• [Problem details]: When a line of the records below contains the string "Avenue", copy that whole line.

• [Records to process]:
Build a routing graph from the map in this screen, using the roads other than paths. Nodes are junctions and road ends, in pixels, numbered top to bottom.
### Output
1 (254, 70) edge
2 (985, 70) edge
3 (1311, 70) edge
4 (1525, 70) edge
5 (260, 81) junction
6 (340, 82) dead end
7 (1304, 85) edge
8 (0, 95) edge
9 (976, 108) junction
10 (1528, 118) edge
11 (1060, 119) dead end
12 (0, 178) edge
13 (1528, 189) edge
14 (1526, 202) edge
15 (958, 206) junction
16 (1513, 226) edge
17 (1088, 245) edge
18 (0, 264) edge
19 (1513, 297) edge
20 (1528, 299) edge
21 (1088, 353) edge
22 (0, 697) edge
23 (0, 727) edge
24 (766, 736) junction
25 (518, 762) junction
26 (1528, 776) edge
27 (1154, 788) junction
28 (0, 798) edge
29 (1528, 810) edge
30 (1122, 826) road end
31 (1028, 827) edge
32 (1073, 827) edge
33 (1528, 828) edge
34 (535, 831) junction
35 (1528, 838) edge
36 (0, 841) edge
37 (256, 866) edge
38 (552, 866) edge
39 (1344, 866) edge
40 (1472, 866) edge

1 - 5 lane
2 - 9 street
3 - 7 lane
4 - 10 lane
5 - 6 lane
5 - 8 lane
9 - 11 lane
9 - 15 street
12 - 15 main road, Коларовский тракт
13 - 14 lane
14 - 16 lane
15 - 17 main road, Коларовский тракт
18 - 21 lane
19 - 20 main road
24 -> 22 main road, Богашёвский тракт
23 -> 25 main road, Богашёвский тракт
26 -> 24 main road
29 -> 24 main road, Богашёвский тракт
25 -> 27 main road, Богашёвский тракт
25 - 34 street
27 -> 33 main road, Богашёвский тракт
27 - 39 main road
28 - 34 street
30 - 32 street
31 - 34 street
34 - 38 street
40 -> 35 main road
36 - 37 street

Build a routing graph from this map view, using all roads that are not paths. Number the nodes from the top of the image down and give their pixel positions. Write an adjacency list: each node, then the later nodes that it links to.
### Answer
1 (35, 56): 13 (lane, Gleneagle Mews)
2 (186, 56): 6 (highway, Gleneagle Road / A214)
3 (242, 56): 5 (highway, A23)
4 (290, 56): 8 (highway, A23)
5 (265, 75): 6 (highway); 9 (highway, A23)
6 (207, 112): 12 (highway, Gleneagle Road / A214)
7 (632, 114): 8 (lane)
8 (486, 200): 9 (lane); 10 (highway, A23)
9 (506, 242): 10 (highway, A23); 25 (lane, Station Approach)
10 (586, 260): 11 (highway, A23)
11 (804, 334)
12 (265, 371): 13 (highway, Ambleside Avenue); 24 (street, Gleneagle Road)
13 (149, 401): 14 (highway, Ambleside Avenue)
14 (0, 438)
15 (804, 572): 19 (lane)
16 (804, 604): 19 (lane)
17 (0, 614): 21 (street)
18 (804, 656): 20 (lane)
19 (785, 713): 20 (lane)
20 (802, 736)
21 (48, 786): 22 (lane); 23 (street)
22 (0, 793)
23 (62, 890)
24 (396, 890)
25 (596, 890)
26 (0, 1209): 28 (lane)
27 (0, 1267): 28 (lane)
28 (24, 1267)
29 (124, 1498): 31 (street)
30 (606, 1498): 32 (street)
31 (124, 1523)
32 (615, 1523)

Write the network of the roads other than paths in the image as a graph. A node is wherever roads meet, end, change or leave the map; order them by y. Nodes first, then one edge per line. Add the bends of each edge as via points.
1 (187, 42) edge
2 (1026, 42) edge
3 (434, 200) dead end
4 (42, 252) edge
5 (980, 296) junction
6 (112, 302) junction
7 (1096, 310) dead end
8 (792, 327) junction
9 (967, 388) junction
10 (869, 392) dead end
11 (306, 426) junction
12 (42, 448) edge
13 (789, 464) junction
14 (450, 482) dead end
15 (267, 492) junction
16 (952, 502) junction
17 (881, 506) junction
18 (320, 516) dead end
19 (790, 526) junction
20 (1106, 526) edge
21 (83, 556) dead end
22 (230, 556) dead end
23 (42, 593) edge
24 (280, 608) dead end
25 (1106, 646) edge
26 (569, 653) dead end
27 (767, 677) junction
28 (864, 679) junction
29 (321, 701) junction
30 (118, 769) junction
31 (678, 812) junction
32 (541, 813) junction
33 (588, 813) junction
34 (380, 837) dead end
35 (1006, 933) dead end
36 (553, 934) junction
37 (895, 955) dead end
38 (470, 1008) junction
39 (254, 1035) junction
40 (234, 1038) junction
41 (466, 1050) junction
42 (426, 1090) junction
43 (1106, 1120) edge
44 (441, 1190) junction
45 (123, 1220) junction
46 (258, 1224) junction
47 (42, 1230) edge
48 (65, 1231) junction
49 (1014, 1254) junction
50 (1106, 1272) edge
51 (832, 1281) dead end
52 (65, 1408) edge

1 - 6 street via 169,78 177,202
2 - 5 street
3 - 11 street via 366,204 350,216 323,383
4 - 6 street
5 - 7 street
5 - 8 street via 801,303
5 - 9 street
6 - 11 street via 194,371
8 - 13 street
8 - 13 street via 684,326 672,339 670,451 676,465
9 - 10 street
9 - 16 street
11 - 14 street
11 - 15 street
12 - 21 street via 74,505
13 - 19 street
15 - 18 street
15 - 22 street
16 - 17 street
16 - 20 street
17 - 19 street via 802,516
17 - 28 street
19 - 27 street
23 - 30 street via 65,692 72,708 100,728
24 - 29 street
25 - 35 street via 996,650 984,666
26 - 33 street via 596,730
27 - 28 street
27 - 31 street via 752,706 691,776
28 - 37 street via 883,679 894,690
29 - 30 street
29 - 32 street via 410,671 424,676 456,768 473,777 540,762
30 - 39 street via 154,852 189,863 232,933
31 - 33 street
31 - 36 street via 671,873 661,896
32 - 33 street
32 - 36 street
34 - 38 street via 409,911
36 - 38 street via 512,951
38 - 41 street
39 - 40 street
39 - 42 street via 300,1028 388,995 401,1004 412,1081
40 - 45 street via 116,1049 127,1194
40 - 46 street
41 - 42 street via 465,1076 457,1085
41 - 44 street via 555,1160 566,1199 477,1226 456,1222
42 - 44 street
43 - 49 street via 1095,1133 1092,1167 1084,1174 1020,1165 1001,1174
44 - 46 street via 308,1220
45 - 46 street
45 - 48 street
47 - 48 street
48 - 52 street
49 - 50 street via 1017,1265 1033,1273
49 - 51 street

• [Solution for this exercise]:
12 (265, 371): 13 (highway, Ambleside Avenue); 24 (street, Gleneagle Road)
13 (149, 401): 14 (highway, Ambleside Avenue)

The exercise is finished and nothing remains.